*Listed entries*:
----

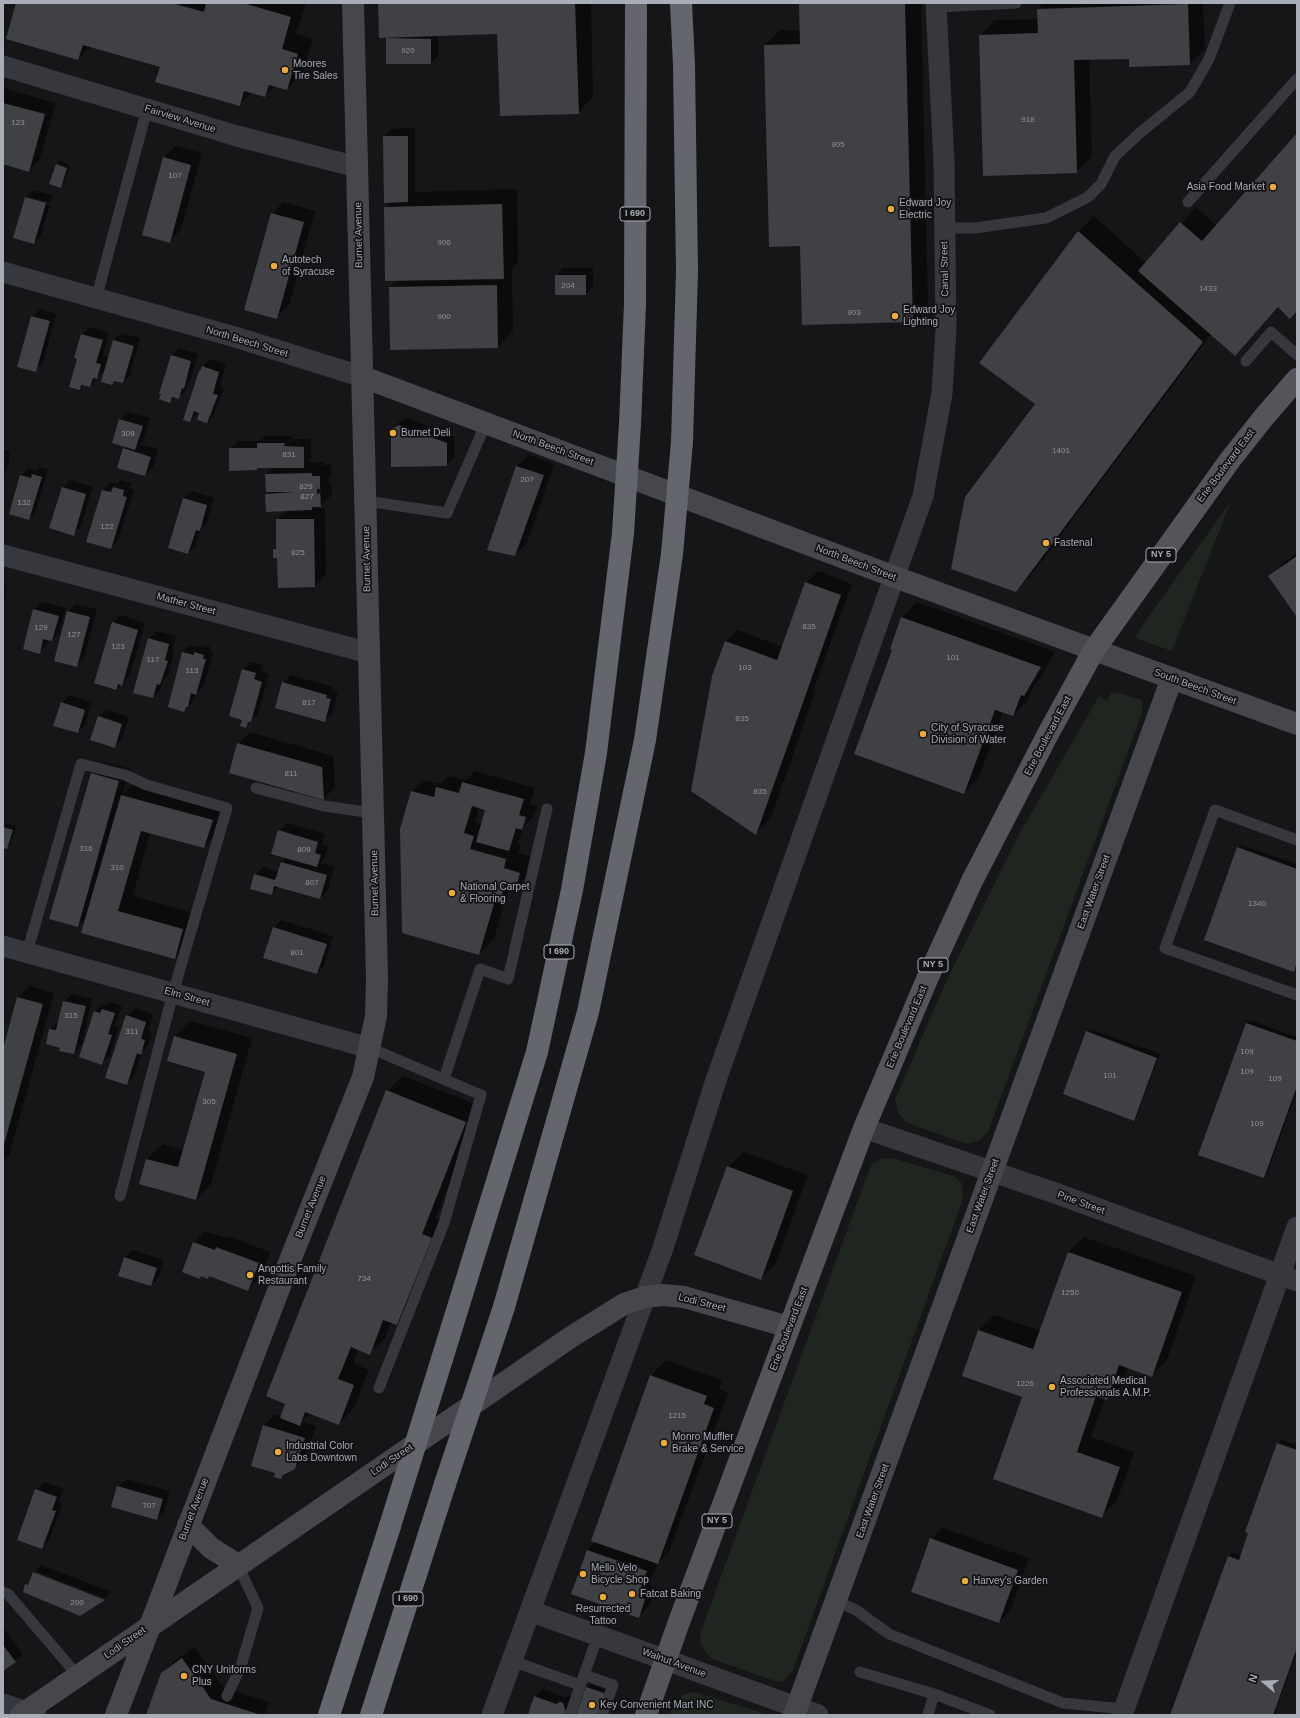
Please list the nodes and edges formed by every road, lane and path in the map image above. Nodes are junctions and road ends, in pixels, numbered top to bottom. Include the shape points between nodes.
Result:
1 (353, 3) edge
2 (636, 3) edge
3 (680, 3) edge
4 (692, 3) edge
5 (1016, 3) edge
6 (1230, 3) edge
7 (936, 5) edge
8 (684, 65) junction
9 (3, 66) edge
10 (1297, 79) edge
11 (147, 109) junction
12 (357, 166) junction
13 (1188, 202) dead end
14 (945, 228) junction
15 (3, 272) edge
16 (96, 299) junction
17 (1297, 355) edge
18 (1246, 361) dead end
19 (363, 377) junction
20 (1297, 379) edge
21 (486, 423) junction
22 (366, 501) junction
23 (3, 555) edge
24 (895, 577) junction
25 (1094, 650) junction
26 (369, 654) junction
27 (1172, 678) junction
28 (1296, 721) edge
29 (256, 788) dead end
30 (547, 809) dead end
31 (373, 813) junction
32 (1297, 840) edge
33 (3, 946) edge
34 (27, 952) junction
35 (173, 993) junction
36 (1297, 995) edge
37 (370, 1048) junction
38 (444, 1079) junction
39 (864, 1128) junction
40 (992, 1171) junction
41 (120, 1196) dead end
42 (1297, 1227) edge
43 (1288, 1278) edge
44 (645, 1297) junction
45 (790, 1327) junction
46 (379, 1388) dead end
47 (188, 1525) junction
48 (238, 1565) junction
49 (3, 1592) edge
50 (836, 1601) junction
51 (530, 1611) junction
52 (149, 1626) junction
53 (598, 1635) junction
54 (665, 1660) junction
55 (512, 1661) junction
56 (860, 1672) dead end
57 (78, 1676) junction
58 (582, 1680) junction
59 (934, 1694) junction
60 (227, 1696) dead end
61 (3, 1704) edge
62 (1072, 1704) junction
63 (795, 1711) edge
64 (1123, 1712) edge
65 (28, 1714) edge
66 (116, 1715) edge
67 (329, 1715) edge
68 (371, 1715) edge
69 (492, 1715) edge
70 (570, 1715) edge
71 (602, 1715) edge
72 (646, 1715) edge
73 (818, 1715) edge
74 (928, 1715) edge
75 (990, 1715) edge
76 (1069, 1715) edge

1 - 12 street, Burnet Avenue
2 - 67 highway, I 690, bridge via 635,304 623,533 596,753 574,883 537,1052
3 - 8 highway, I 690
4 - 8 highway
5 - 7 lane
6 - 14 lane via 1209,60 1190,92 1115,156 1101,184 1088,197 1046,218 975,228
7 - 14 street, Canal Street
8 - 68 highway, I 690, bridge via 687,271 682,442 672,554 645,740 588,1012 504,1306
9 - 11 street, Fairview Avenue
10 - 13 lane
11 - 12 street, Fairview Avenue via 237,136
11 - 16 lane
12 - 19 street, Burnet Avenue
14 - 24 street, Canal Street via 946,330 942,393 923,496
15 - 16 street, North Beech Street
16 - 19 street, North Beech Street via 235,337
17 - 18 lane via 1271,332
19 - 21 street, North Beech Street
19 - 22 street, Burnet Avenue
20 - 25 main road, Erie Boulevard East / NY 5 via 1230,460
21 - 22 lane via 447,513
21 - 24 street, North Beech Street
22 - 26 street, Burnet Avenue
23 - 26 street, Mather Street
24 - 25 street, North Beech Street
24 - 44 street, Canal Street via 719,1072
25 - 27 street, South Beech Street
25 - 39 main road, Erie Boulevard East / NY 5 via 972,881
26 - 31 street, Burnet Avenue
27 - 28 street, South Beech Street
27 - 40 street, East Water Street
29 - 31 lane via 324,806
30 - 38 lane via 508,979 480,969
31 - 37 street, Burnet Avenue via 377,978 376,1016
32 - 36 lane via 1215,810 1165,948
33 - 34 street, Elm Street
34 - 35 street, Elm Street
34 - 35 lane via 81,764 125,775 146,785 227,808
35 - 37 street, Elm Street
35 - 41 lane
37 - 38 lane
37 - 47 street, Burnet Avenue via 363,1077
38 - 46 lane via 481,1095 444,1223
39 - 40 street, Pine Street
39 - 45 main road, Erie Boulevard East / NY 5
40 - 43 street, Pine Street
40 - 50 street, East Water Street
42 - 43 street
43 - 64 street
44 - 45 street, Lodi Street via 684,1297
44 - 48 street, Lodi Street via 624,1304 571,1337
44 - 51 street, Canal Street
45 - 54 main road, Erie Boulevard East / NY 5
47 - 48 street via 211,1548
47 - 52 street, Burnet Avenue
48 - 52 street, Lodi Street
48 - 60 lane via 258,1608 241,1666
49 - 57 lane via 8,1594
50 - 62 lane via 856,1610 889,1634 1063,1703
50 - 63 street, East Water Street
51 - 53 street, Walnut Avenue
51 - 55 street, Canal Street
52 - 57 street, Lodi Street
52 - 66 street, Burnet Avenue
53 - 54 street, Walnut Avenue
53 - 58 lane
54 - 63 street, Walnut Avenue
54 - 72 main road, Erie Boulevard East / NY 5
55 - 58 lane
55 - 69 street, Canal Street
56 - 59 lane
57 - 65 street, Lodi Street
58 - 70 lane
58 - 71 lane via 613,1685
59 - 74 lane
59 - 75 lane
61 - 65 street
62 - 64 lane
62 - 76 lane
63 - 73 street, Walnut Avenue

----

*Problem description*:
How many lines in the records hold the string "Lodi"? Reply with the number alone.

*Response box*:
5